В этот момент дверь тихо скрипнула, и в комнату вошла невысокая женщина. Казалось, она принесла с собой дыхание целого луга — её простое зелёное платье было искусно расшито живыми цветами, вплетёнными прямо в ткань. Она двигалась легко, почти не касаясь пола, и от неё исходила аура тепла и спокойствия.
— Ну как они, Арден? Идут на поправку? — её голос был тёплым и обволакивающим, как летний полдень.
— Фрея, дорогая, ты же знаешь, — лекарь по имени Арден усмехнулся, и в уголках его глаз собрались морщинки. — Я лучший целитель во всех Нейтральных землях. Даже если бы по ним пронеслось стадо разъярённых бизонов, я бы собрал их по кусочкам.
— Главное, что они живы и скоро будут здоровы. — Женщина, Фрея, подошла ко мне, и её искренняя, добрая улыбка согрела моё израненное, очерствевшее сердце. — Как тебя зовут, дитя? Я стану твоим проводником по нашему Саду.
— Кассандра… дочь Вильгельма из провинции Англес, — голос прозвучал хрипло и неуверенно.
— Ого, из таких далёких краёв! — искренне удивилась Фрея. — Большинство из нас — славы или перебежчики из Великой Степи. Есть ещё Истоздены, но их совсем мало. Мы все здесь — осколки разбитого мира, нашедшие приют.
— Что… что с нами будет? — вопрос сорвался с моих губ прежде, чем я успела его обдумать.
— Вы будете жить с нами, в нашем маленьком раю, — радостно ответила Фрея, и её глаза засияли, как два изумруда. — Уверена, вам понравится. А сейчас нужно поднять твоего друга и познакомиться с владениями Владыки Помпея.

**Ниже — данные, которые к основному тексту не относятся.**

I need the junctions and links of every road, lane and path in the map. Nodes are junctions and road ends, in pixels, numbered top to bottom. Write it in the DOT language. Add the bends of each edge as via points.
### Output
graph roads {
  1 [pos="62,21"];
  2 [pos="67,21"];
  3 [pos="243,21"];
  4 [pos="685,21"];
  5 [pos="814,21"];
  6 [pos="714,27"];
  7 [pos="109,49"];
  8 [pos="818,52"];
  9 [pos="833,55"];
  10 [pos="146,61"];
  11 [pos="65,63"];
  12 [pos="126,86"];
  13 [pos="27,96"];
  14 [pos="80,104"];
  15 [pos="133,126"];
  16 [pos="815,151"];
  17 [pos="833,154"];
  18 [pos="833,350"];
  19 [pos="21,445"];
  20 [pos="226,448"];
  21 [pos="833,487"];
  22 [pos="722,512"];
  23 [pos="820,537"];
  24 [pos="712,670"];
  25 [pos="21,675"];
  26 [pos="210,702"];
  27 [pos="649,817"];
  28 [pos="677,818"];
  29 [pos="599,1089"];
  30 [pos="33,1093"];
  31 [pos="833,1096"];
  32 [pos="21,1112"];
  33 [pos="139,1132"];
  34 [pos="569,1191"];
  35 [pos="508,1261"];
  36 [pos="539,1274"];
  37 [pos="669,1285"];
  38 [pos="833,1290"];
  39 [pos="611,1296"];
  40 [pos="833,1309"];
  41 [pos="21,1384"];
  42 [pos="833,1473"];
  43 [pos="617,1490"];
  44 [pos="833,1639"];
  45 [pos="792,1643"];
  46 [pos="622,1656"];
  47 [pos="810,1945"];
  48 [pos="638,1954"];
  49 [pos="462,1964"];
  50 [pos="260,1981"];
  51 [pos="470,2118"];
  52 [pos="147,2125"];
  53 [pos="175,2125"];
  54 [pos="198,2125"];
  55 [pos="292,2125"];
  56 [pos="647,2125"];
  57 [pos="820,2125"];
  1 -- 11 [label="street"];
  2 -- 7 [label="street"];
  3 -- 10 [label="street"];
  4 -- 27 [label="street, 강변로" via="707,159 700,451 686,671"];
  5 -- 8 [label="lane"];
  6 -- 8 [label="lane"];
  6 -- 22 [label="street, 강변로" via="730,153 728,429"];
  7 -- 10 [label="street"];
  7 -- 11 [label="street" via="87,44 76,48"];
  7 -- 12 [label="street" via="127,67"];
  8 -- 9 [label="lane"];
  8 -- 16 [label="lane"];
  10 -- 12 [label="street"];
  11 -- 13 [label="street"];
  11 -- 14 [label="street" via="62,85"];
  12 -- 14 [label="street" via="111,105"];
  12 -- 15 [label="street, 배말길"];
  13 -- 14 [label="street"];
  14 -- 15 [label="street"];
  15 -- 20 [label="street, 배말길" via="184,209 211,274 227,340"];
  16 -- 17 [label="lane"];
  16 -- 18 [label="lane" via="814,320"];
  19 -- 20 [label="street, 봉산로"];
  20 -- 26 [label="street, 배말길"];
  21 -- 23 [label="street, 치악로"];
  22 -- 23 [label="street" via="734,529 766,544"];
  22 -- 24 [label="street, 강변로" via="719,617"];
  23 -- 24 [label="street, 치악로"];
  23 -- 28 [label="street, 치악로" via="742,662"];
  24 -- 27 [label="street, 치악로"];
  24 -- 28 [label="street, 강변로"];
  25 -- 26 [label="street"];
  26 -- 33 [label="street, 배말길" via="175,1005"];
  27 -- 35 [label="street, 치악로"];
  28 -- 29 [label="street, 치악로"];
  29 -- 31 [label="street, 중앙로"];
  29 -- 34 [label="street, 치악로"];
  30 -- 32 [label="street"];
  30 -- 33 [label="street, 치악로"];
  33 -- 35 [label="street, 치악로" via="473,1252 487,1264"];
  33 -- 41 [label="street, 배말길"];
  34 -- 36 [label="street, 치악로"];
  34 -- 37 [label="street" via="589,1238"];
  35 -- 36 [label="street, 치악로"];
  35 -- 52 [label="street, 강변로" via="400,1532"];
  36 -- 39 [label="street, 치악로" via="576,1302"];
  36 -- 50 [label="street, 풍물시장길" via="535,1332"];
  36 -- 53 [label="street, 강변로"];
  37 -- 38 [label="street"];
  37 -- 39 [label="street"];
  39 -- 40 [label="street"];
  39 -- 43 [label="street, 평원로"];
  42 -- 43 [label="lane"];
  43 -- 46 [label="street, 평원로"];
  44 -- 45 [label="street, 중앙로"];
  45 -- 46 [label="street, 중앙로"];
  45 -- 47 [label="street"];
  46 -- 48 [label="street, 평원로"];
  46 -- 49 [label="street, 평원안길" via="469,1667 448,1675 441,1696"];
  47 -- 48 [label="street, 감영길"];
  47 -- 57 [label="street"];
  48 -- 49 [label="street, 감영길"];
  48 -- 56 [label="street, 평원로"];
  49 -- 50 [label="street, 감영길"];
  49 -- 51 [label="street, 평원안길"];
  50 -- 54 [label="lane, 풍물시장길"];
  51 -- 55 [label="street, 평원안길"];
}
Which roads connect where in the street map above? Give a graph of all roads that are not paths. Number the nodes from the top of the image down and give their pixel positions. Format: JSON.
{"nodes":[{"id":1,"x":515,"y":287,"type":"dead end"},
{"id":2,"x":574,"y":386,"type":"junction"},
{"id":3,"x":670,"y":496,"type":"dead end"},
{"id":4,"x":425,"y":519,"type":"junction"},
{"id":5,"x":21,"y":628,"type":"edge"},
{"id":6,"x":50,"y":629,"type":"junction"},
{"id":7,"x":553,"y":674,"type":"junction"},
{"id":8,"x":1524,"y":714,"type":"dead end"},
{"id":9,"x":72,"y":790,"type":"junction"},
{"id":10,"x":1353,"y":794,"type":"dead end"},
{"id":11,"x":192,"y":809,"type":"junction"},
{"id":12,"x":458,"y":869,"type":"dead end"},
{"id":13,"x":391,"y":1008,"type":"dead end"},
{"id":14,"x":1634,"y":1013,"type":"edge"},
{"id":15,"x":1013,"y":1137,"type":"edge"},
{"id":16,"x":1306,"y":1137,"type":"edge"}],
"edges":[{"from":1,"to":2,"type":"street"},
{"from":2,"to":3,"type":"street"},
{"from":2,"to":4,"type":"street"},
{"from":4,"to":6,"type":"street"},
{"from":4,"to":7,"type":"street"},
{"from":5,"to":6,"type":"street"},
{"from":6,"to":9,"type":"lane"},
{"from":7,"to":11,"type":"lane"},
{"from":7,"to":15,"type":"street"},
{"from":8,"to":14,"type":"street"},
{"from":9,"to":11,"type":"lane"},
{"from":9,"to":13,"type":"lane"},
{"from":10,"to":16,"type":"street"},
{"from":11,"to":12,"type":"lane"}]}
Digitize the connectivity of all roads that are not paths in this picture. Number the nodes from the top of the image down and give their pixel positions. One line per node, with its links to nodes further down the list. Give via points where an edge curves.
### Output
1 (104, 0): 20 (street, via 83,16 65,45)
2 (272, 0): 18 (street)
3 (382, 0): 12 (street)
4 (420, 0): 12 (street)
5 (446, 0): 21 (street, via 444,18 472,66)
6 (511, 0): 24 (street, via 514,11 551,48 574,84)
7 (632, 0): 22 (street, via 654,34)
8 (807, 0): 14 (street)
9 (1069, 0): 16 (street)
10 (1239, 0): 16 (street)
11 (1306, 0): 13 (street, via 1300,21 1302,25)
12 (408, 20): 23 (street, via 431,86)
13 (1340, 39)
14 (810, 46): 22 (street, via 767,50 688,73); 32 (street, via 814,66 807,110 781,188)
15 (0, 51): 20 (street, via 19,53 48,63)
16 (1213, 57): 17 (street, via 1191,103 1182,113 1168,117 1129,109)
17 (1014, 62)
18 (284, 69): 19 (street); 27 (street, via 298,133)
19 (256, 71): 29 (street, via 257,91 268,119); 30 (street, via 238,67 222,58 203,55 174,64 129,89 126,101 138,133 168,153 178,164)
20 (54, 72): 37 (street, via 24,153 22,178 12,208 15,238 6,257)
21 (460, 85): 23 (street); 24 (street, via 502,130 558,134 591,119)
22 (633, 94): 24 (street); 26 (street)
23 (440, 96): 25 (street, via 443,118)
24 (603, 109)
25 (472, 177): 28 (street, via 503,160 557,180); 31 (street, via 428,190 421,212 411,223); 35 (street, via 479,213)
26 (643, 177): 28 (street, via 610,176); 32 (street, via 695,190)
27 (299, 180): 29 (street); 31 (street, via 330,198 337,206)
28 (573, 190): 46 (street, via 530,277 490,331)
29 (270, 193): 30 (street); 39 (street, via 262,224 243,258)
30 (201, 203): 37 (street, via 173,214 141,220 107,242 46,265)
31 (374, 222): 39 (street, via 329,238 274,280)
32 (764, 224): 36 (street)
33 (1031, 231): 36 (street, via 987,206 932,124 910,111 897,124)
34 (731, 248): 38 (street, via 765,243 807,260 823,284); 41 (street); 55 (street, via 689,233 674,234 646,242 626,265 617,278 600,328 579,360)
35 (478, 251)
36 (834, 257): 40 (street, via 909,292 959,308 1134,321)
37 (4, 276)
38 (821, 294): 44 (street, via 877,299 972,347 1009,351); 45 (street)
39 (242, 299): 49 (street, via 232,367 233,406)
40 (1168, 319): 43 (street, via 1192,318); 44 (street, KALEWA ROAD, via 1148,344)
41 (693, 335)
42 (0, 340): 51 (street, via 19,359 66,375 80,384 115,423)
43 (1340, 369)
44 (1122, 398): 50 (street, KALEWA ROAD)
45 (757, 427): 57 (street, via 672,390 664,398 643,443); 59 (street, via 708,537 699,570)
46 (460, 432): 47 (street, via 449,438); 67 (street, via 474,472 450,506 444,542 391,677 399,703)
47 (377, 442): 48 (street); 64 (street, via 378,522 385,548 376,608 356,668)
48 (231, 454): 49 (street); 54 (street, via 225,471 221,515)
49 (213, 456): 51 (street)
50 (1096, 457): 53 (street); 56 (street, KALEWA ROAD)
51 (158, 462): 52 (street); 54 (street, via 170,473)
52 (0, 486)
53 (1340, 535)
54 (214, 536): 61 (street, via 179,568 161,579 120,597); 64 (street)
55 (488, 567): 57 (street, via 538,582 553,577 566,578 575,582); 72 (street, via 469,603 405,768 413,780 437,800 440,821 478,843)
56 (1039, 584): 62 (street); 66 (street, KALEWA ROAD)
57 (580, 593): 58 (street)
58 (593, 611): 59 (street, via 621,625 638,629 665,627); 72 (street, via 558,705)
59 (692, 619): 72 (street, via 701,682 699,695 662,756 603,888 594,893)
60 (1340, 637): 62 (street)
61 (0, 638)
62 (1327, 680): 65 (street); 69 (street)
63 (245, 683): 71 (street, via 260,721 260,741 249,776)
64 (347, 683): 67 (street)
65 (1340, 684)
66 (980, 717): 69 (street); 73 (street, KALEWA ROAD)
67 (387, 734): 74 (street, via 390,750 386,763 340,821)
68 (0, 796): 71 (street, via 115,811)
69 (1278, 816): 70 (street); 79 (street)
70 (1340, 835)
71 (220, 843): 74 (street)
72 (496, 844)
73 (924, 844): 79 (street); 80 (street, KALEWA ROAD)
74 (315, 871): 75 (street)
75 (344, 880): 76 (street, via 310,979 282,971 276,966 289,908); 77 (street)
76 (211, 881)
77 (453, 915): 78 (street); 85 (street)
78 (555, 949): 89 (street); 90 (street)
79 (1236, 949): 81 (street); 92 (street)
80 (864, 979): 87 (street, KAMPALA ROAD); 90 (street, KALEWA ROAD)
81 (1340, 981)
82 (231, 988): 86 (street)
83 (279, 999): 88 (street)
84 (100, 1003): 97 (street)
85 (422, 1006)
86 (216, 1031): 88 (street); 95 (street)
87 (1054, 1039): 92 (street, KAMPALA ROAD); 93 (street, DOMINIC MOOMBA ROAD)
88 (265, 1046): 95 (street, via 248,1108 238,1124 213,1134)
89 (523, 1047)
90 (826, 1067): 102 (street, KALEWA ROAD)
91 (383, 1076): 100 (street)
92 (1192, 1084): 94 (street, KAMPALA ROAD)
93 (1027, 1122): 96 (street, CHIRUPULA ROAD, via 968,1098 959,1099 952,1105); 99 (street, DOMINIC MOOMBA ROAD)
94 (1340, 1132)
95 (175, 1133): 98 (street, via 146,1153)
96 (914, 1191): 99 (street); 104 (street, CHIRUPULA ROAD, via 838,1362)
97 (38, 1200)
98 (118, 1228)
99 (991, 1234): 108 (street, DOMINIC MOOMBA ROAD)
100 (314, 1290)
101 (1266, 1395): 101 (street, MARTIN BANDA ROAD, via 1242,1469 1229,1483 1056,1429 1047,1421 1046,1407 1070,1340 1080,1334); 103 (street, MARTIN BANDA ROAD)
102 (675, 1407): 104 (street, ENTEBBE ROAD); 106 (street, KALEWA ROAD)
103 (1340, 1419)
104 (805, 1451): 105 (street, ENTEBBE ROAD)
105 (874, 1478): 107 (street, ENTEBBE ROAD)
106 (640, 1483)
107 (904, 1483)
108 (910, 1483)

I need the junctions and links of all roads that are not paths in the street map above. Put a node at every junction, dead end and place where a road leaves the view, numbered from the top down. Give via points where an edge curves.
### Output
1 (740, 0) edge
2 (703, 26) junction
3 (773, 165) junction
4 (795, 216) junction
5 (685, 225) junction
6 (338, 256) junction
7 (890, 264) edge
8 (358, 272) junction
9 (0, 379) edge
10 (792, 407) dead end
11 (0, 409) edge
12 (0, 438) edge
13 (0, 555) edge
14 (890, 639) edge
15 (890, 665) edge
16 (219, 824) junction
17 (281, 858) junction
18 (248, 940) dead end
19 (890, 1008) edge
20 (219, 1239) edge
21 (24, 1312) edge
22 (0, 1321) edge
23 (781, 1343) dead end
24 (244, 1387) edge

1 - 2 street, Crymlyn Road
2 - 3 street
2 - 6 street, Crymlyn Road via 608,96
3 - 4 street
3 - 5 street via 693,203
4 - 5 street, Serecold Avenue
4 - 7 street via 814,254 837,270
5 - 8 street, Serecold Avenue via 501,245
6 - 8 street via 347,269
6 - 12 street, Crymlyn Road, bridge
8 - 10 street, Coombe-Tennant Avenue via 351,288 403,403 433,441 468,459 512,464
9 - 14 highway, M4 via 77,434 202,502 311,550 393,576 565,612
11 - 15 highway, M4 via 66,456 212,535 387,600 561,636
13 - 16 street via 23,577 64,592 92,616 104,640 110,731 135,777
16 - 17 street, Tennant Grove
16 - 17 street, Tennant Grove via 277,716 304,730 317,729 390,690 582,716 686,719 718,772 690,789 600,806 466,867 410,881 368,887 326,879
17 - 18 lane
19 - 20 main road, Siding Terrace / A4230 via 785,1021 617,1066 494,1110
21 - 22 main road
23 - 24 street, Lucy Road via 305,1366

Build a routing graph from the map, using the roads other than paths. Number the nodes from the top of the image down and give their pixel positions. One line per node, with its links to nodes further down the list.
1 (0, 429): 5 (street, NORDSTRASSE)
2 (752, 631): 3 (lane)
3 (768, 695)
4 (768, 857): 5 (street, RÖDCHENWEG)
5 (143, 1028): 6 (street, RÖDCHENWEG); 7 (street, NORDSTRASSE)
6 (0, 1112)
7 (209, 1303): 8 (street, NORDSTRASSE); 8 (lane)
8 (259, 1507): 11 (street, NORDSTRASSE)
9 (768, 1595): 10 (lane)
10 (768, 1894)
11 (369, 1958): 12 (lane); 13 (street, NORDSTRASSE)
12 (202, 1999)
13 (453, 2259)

Я начала медленно садиться, чувствуя, как ноет каждая мышца. Арден тем временем взял маленькую склянку с тёмной жидкостью и поднёс её к носу парня. Тот вдохнул и тут же подскочил, дико озираясь, словно пойманный зверёк, готовый в любую секунду броситься в драку или бежать. Ещё некоторое время мы приходили в себя, пока лекарь давал наставления о приёме отваров и напоминал заглядывать к нему, если что-то пойдёт не так.
Выйдя из хижины, я зажмурилась от яркого света и вдохнула полной грудью чистый, свежий воздух. Следующие несколько часов пролетели как во сне. Мы шли по Саду, который казался чудом, выросшим посреди выжженного мира. Плодовые деревья ломились от спелых яблок и персиков, кустарники благоухали жасмином и шиповником, а уютные домики, увитые плющом и диким виноградом, выглядывали из зелени, словно жилища лесных духов. Мы миновали привычную мне церковь Меридиана и подошли к огромному, величественному зданию из белого мрамора, которое казалось здесь чужеродным. Его крышу поддерживали резные колонны, а на фризах были высечены скульптуры героев из легенд, которые когда-то читал мне отец.
— Что это за строение? — выдохнула я, ощущая благоговейный трепет.
— Это Школа, — с гордостью пояснила Фрея. — Так называли их древние агреки. Место, где учёные мужи постигали науки, философию и воинское искусство. Наш владыка Помпей восхищается их культурой и пытается воссоздать её здесь. Он верит, что красота и знание могут исцелить мир.
Мы бродили дальше, пока Фрея не привела нас к Таверне. Это здание, похожее на огромный, добротный шалаш, было мне уже знакомо. Изнутри лился мягкий свет, доносился гул голосов, аппетитный запах жареного мяса и терпкого хмеля. Мы вошли и сели за свободный столик из грубо отёсанного дуба. Людей было немного — казалось, всё население этого райского уголка могло бы поместиться здесь. Вскоре Фрея ушла, оставив нас с мальчишкой наедине в ожидании ужина.